▸ Extracted records
################

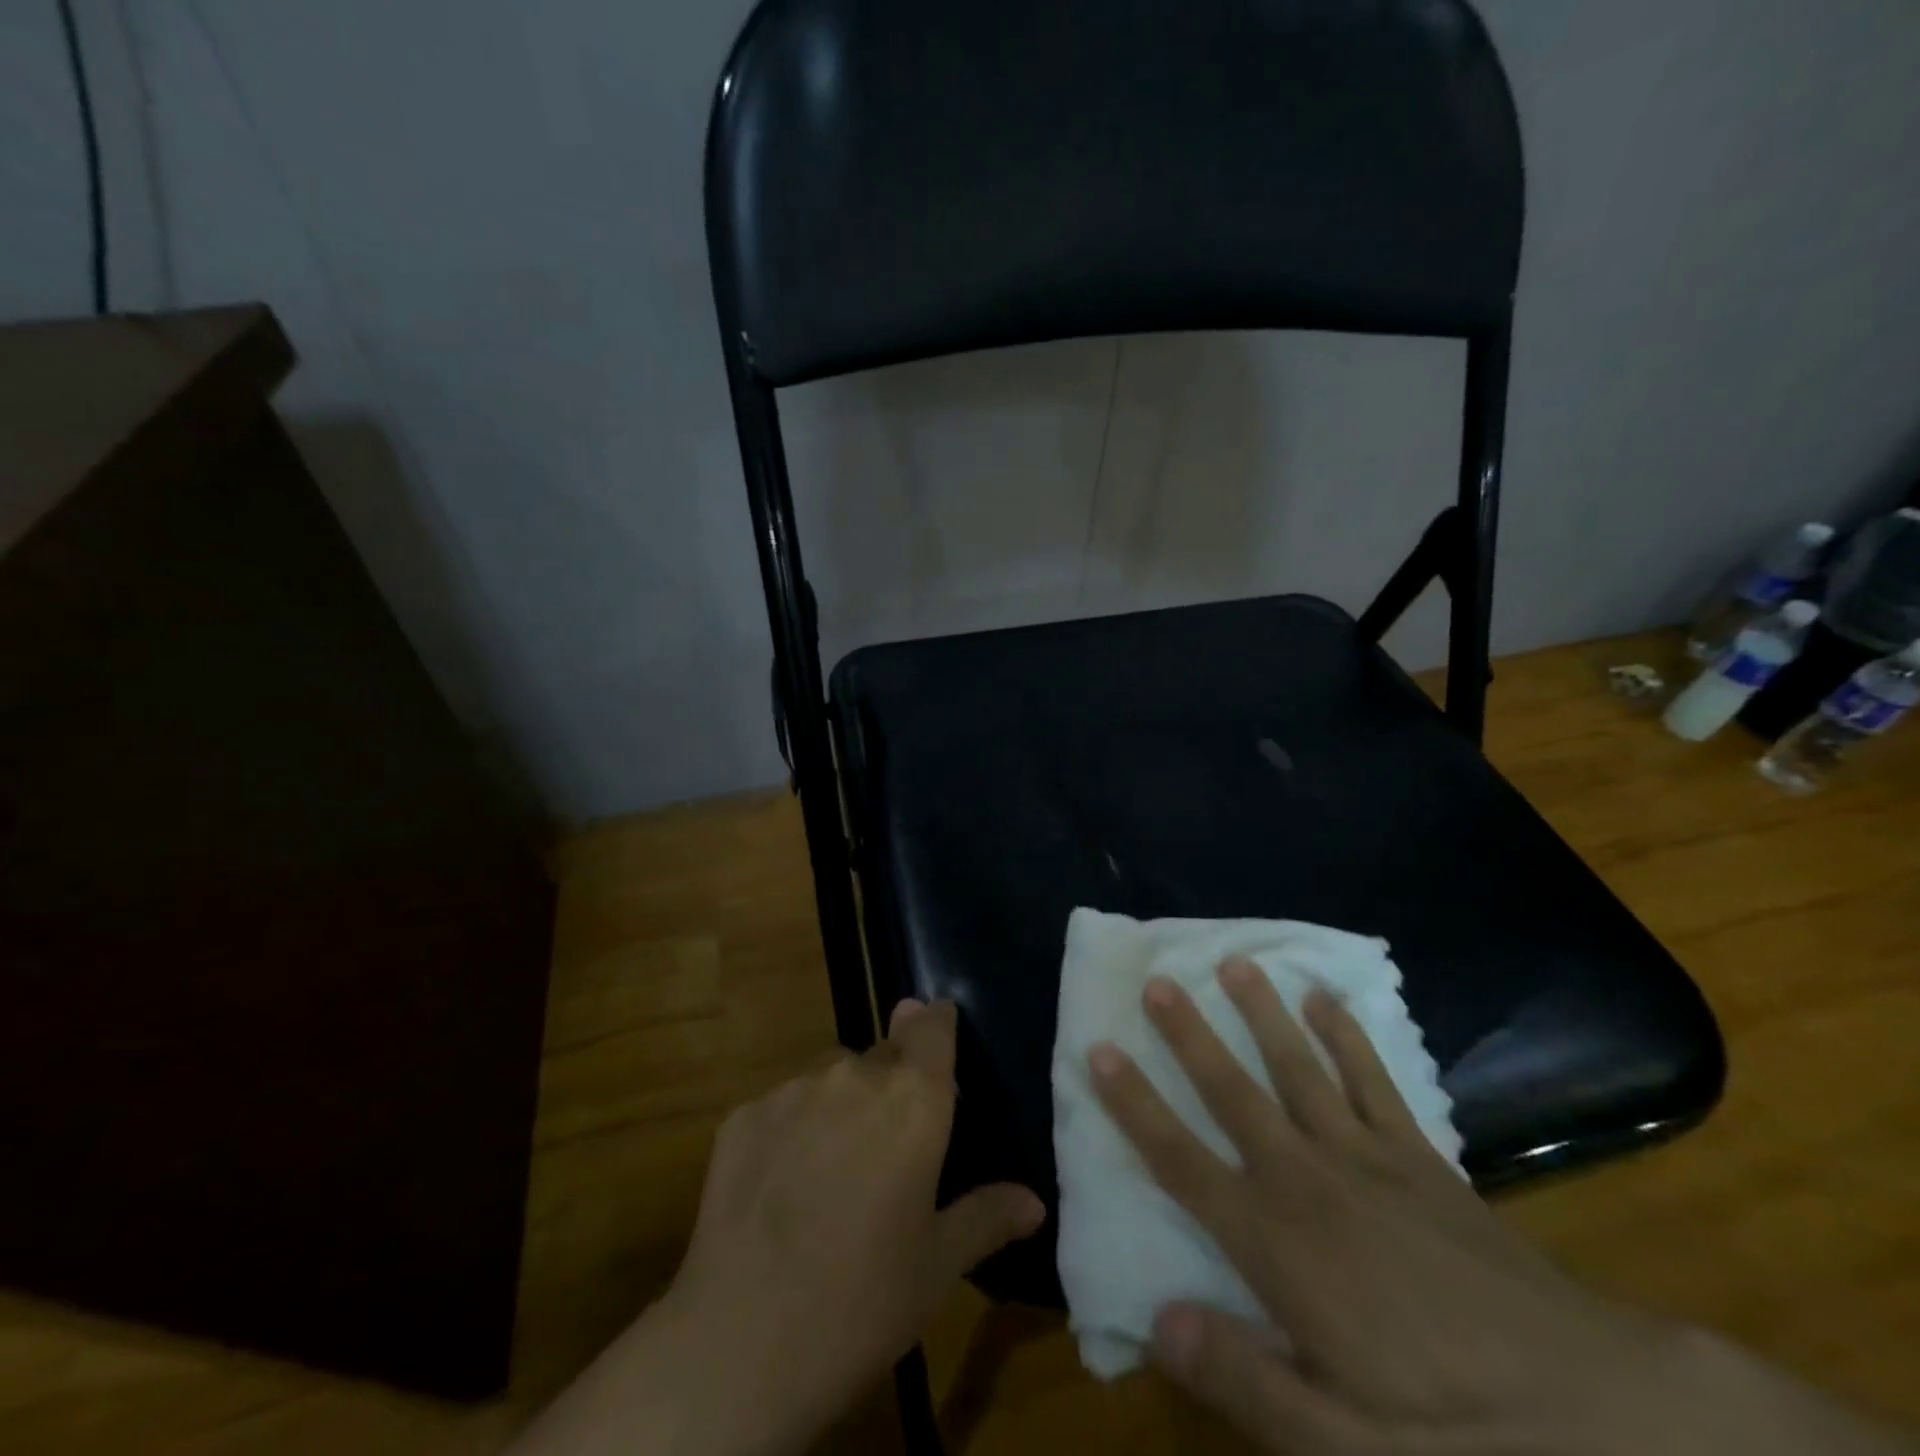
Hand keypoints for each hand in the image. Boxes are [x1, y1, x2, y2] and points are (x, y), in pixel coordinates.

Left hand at [513, 998, 1044, 1455]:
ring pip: (831, 1077)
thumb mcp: (937, 1267)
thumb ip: (987, 1217)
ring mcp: (792, 1090)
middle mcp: (854, 1075)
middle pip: (884, 1053)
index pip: (932, 1025)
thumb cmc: (862, 1303)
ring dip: (842, 1104)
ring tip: (834, 1170)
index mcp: (913, 1100)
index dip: (936, 1022)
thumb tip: (1033, 1202)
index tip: (939, 1028)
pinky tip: (783, 1188)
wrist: (740, 1345)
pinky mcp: (743, 1115)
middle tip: (890, 1143)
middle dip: (893, 1083)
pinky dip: (792, 1130)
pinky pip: (783, 1106)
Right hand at [1090, 960, 1914, 1455]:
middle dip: (1189, 1036)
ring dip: (1261, 1014)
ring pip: (1298, 1068)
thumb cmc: (1459, 1432)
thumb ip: (1248, 1383)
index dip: (1135, 1105)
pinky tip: (1325, 998)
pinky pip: (1373, 1080)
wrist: (1604, 1416)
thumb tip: (1157, 1318)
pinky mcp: (1421, 1158)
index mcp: (1279, 1244)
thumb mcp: (1347, 1449)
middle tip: (1158, 981)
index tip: (1099, 1050)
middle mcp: (1310, 1181)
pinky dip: (1346, 1035)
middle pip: (1234, 1093)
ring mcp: (1368, 1159)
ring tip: (1233, 963)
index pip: (1183, 1161)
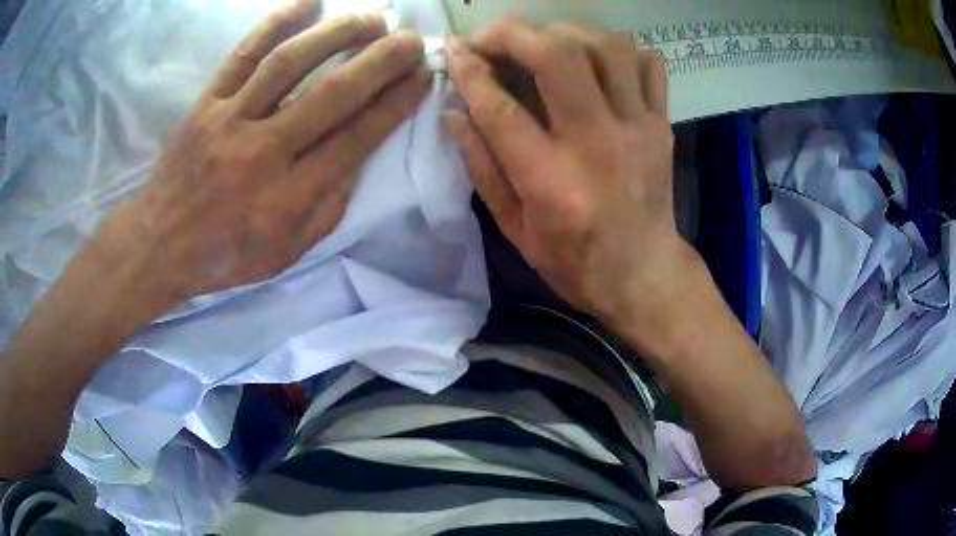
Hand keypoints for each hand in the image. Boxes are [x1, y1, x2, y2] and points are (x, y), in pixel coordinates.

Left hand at [99, 0, 430, 303]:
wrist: (160, 244)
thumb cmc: (226, 254)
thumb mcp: (287, 252)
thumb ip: (327, 208)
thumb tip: (358, 155)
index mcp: (286, 198)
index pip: (354, 139)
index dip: (395, 103)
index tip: (422, 77)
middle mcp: (261, 153)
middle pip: (331, 94)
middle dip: (381, 60)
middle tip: (412, 40)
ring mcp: (229, 121)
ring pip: (290, 63)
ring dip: (338, 33)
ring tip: (373, 18)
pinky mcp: (205, 103)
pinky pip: (243, 54)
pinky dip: (277, 22)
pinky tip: (310, 1)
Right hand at [443, 20, 698, 352]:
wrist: (644, 274)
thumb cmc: (574, 261)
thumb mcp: (514, 228)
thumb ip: (482, 166)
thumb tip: (454, 111)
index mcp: (552, 182)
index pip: (501, 108)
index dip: (470, 71)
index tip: (452, 50)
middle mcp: (598, 145)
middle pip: (558, 57)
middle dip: (514, 33)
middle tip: (492, 37)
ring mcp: (638, 129)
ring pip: (608, 47)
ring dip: (566, 32)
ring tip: (543, 43)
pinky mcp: (661, 125)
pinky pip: (648, 64)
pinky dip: (620, 49)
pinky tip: (596, 60)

################

▸ Work task
Leave out every picture and copy the rest of the records exactly.

▸ Task answer
Hand keypoints for each hand in the image. Boxes are [x1, y1, x2, y2] and points are (x, y), in pixel coordinates.

Left hand at [513, 998, 1044, 1455]:
ring pip: (831, 1077)
thumb mcp: (937, 1267)
thumb ip: (987, 1217)
ring mcp: (792, 1090)
middle mcp: (854, 1075)
middle pip: (884, 1053)
index pip: (932, 1025)
thumb cmc: (862, 1303)
ring dip: (842, 1104)
ring tip: (834, 1170)
index mcp: (913, 1100)
index dip: (936, 1022)
thumb tip: (1033, 1202)
index tip: (939, 1028)
pinky tip: (783, 1188)
wrist: (740, 1345)
pinky mcp: (743, 1115)
middle tip: (890, 1143)
middle dip: (893, 1083)
pinky dip: (792, 1130)
pinky pip: (783, 1106)
Right hand at [1090, 960, 1914, 1455]:
middle dip: (1189, 1036)
ring dip: (1261, 1014)
ring pip: (1298, 1068)
thumb cmc: (1459, 1432)
thumb ip: (1248, 1383)
index dip: (1135, 1105)
pinky tip: (1325, 998)
pinky pip: (1373, 1080)
wrist: (1604, 1416)
thumb tip: (1157, 1318)
pinky mcp: (1421, 1158)
index mcp: (1279, 1244)
thumb mcp: (1347, 1449)
middle tip: (1158, 981)
index tip: (1099, 1050)
middle mcp: (1310, 1181)
pinky dip: (1346, 1035)
middle pip: (1234, 1093)
ring mcp: (1368, 1159)
ring tip: (1233, 963)
index pip: (1183, 1161)
Hand keypoints for each hand in the image. Boxes are [x1, y1, x2, y2] and points are (x, y), in pixel coordinates.

Left hand at [99, 0, 430, 303]:
wrist: (160, 244)
thumb cmc: (226, 254)
thumb mcp: (287, 252)
thumb ip: (327, 208)
thumb tip: (358, 155)
index mcp: (286, 198)
index pip: (354, 139)
index dip: (395, 103)
index tip: (422, 77)
middle mcp: (261, 153)
middle pip: (331, 94)
middle dip: (381, 60)
middle tip: (412, 40)
ring mcp: (229, 121)
ring pip: (290, 63)
ring dip: (338, 33)
ring tip: (373, 18)
pinky mcp: (205, 103)
pinky pip: (243, 54)
pinky dip: (277, 22)
pinky tip: (310, 1)
Right hand at [443, 20, 698, 352]:
wrist: (644, 274)
thumb cmc: (574, 261)
thumb mcp: (514, 228)
thumb ip: (482, 166)
thumb tip: (454, 111)
index mcp: (552, 182)
index pip: (501, 108)
index dip: (470, 71)
index tip: (452, 50)
middle mcp: (598, 145)
middle pip: (558, 57)
middle dip: (514, 33)
middle tip: (492, 37)
ring mcp: (638, 129)
ring pip: (608, 47)
ring dip: (566, 32)
ring tip: (543, 43)
pinky mcp: (661, 125)
pinky pip: (648, 64)
pinky dip: (620, 49)
pinky tip: (596, 60)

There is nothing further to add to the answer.